* **Work instruction**
Collect every line below that contains the word "Serra".

* **Supplied material**
+---+
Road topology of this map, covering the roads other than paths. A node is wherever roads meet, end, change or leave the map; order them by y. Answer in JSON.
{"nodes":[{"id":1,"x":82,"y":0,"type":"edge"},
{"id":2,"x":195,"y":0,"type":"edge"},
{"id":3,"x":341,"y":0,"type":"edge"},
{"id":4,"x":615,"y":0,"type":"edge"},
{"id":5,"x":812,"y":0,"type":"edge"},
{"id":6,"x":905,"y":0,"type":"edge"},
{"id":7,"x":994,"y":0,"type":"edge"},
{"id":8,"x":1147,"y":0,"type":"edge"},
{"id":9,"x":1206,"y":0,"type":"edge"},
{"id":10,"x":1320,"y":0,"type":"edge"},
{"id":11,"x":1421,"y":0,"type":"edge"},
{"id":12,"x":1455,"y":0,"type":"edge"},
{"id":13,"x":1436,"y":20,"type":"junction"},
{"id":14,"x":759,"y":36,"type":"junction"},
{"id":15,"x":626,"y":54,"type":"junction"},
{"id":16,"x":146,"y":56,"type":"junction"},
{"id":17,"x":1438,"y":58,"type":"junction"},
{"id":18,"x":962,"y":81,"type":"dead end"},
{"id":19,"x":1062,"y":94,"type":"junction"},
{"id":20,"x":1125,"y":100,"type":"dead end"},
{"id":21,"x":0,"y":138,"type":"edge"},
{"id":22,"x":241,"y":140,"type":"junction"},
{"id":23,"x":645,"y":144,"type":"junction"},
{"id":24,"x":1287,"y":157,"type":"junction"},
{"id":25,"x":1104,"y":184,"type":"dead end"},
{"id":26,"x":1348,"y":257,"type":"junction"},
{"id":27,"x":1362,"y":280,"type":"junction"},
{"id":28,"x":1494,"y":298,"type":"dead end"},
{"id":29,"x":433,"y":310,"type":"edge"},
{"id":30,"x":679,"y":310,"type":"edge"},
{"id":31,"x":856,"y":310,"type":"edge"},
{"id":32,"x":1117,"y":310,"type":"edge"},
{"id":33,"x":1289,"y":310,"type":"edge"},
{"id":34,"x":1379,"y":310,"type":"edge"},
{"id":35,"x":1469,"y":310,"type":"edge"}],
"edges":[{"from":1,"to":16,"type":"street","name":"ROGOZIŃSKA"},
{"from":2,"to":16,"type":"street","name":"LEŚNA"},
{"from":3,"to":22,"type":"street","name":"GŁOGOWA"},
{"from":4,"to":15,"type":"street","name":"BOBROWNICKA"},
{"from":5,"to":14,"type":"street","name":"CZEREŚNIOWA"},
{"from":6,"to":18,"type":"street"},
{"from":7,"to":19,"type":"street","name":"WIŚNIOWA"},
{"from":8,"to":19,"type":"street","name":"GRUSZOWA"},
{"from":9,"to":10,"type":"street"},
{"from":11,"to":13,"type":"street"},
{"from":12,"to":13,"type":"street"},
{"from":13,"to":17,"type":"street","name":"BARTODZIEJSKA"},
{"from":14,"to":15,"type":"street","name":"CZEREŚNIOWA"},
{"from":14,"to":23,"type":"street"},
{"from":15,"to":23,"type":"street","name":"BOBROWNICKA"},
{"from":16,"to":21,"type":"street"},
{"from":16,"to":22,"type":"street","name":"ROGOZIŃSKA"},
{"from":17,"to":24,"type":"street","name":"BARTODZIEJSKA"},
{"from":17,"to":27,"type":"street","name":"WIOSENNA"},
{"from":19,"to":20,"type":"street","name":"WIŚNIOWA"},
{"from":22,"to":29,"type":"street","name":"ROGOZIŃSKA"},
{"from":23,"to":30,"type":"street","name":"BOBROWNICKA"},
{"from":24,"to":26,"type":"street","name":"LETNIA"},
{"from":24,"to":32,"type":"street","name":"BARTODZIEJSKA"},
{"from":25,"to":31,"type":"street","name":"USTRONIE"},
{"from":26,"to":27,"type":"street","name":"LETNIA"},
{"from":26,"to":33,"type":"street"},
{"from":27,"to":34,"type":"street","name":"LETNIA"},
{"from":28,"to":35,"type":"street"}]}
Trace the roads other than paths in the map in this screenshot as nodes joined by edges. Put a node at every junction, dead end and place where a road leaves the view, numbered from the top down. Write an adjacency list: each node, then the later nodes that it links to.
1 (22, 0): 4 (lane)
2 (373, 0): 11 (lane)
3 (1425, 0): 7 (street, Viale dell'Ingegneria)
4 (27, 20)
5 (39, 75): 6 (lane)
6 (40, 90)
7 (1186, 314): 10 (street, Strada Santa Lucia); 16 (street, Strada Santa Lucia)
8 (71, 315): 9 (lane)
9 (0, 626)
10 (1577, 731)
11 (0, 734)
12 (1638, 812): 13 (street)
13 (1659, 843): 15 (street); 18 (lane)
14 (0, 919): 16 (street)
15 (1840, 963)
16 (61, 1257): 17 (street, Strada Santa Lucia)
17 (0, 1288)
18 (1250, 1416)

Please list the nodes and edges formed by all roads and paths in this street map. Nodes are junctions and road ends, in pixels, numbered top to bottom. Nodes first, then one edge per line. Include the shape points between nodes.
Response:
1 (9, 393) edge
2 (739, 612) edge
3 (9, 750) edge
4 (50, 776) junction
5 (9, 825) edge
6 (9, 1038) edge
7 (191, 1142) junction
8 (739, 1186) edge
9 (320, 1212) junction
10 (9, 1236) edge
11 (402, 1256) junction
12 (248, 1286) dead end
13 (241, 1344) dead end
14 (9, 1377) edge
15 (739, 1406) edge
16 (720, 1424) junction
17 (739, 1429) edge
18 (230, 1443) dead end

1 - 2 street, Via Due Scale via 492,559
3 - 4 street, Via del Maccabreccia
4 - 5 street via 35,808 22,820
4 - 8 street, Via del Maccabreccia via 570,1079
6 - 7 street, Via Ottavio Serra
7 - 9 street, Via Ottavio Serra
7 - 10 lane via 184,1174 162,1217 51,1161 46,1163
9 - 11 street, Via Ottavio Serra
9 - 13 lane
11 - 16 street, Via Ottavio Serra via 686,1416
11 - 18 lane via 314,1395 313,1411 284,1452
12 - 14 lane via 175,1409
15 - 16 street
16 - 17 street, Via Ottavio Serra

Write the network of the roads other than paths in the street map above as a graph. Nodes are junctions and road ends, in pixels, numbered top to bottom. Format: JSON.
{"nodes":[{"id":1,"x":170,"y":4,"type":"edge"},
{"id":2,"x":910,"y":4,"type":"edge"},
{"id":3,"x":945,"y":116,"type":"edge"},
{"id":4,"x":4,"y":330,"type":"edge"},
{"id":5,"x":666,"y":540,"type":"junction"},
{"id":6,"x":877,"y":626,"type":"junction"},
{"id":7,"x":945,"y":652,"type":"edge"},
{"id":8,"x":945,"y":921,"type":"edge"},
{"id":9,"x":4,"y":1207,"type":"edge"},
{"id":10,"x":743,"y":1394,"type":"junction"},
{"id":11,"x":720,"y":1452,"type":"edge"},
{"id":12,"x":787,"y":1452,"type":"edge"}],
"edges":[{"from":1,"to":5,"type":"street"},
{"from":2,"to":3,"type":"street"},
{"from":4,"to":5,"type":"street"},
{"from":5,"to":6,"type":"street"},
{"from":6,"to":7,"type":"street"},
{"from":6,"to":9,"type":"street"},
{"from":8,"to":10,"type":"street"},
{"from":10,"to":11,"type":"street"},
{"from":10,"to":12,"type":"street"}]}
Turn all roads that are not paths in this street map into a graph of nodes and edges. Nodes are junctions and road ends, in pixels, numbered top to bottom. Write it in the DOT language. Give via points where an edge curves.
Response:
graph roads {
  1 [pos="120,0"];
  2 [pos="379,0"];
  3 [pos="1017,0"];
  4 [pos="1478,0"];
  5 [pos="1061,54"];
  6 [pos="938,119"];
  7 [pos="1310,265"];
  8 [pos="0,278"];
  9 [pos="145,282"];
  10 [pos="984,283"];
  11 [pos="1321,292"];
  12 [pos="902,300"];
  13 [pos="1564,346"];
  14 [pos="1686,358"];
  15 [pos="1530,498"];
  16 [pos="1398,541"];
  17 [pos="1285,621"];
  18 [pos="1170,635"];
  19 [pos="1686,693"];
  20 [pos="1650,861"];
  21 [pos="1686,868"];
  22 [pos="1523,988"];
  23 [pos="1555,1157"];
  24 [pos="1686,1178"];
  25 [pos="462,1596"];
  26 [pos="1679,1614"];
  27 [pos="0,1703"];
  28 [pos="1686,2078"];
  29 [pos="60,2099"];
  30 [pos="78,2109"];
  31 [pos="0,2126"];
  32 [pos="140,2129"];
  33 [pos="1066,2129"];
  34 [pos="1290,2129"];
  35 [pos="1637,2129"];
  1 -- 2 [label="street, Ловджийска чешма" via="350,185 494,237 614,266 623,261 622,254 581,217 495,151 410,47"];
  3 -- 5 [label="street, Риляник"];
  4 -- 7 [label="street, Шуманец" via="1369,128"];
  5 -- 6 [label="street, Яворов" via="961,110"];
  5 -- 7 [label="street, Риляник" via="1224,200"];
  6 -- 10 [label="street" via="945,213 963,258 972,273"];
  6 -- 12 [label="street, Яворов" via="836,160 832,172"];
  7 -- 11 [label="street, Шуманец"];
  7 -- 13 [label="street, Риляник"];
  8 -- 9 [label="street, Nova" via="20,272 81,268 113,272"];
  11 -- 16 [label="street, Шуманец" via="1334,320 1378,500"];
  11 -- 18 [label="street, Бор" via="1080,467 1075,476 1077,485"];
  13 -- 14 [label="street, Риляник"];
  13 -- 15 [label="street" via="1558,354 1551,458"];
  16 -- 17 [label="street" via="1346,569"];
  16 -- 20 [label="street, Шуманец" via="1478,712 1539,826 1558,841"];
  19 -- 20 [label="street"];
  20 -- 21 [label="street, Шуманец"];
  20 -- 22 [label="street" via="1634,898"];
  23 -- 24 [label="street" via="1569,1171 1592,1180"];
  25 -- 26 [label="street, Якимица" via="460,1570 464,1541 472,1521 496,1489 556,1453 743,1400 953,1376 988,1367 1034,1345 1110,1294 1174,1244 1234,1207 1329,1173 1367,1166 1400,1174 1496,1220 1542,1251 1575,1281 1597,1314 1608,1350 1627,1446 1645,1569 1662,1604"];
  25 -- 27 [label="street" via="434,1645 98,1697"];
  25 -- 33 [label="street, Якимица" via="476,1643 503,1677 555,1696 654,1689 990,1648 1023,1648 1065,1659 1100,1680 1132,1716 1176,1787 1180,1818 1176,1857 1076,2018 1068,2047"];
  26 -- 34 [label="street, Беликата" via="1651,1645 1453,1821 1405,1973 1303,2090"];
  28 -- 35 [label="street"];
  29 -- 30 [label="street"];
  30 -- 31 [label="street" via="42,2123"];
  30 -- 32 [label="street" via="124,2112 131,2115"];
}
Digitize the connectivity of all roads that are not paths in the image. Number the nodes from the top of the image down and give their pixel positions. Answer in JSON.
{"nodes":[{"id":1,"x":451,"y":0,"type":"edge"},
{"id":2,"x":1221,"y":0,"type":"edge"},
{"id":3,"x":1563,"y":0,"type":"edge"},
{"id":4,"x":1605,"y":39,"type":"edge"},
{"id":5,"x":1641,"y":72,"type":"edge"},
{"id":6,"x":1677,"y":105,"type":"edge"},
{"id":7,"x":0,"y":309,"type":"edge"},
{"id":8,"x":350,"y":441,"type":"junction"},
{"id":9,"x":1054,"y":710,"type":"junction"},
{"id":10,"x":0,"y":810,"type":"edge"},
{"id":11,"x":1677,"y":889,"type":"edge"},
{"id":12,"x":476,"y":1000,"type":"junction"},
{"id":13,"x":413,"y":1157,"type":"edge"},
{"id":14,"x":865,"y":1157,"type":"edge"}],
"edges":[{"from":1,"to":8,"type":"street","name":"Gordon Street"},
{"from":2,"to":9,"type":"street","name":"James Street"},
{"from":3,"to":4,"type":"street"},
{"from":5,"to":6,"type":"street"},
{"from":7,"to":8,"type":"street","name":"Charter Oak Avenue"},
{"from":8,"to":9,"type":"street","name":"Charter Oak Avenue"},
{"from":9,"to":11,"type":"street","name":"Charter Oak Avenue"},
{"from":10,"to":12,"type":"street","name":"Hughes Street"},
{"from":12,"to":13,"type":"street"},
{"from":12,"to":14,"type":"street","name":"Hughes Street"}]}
+---+
* **Completed exercise**
6 - 7 street, Via Ottavio Serra
7 - 9 street, Via Ottavio Serra
9 - 11 street, Via Ottavio Serra
11 - 16 street, Via Ottavio Serra via 686,1416
16 - 17 street, Via Ottavio Serra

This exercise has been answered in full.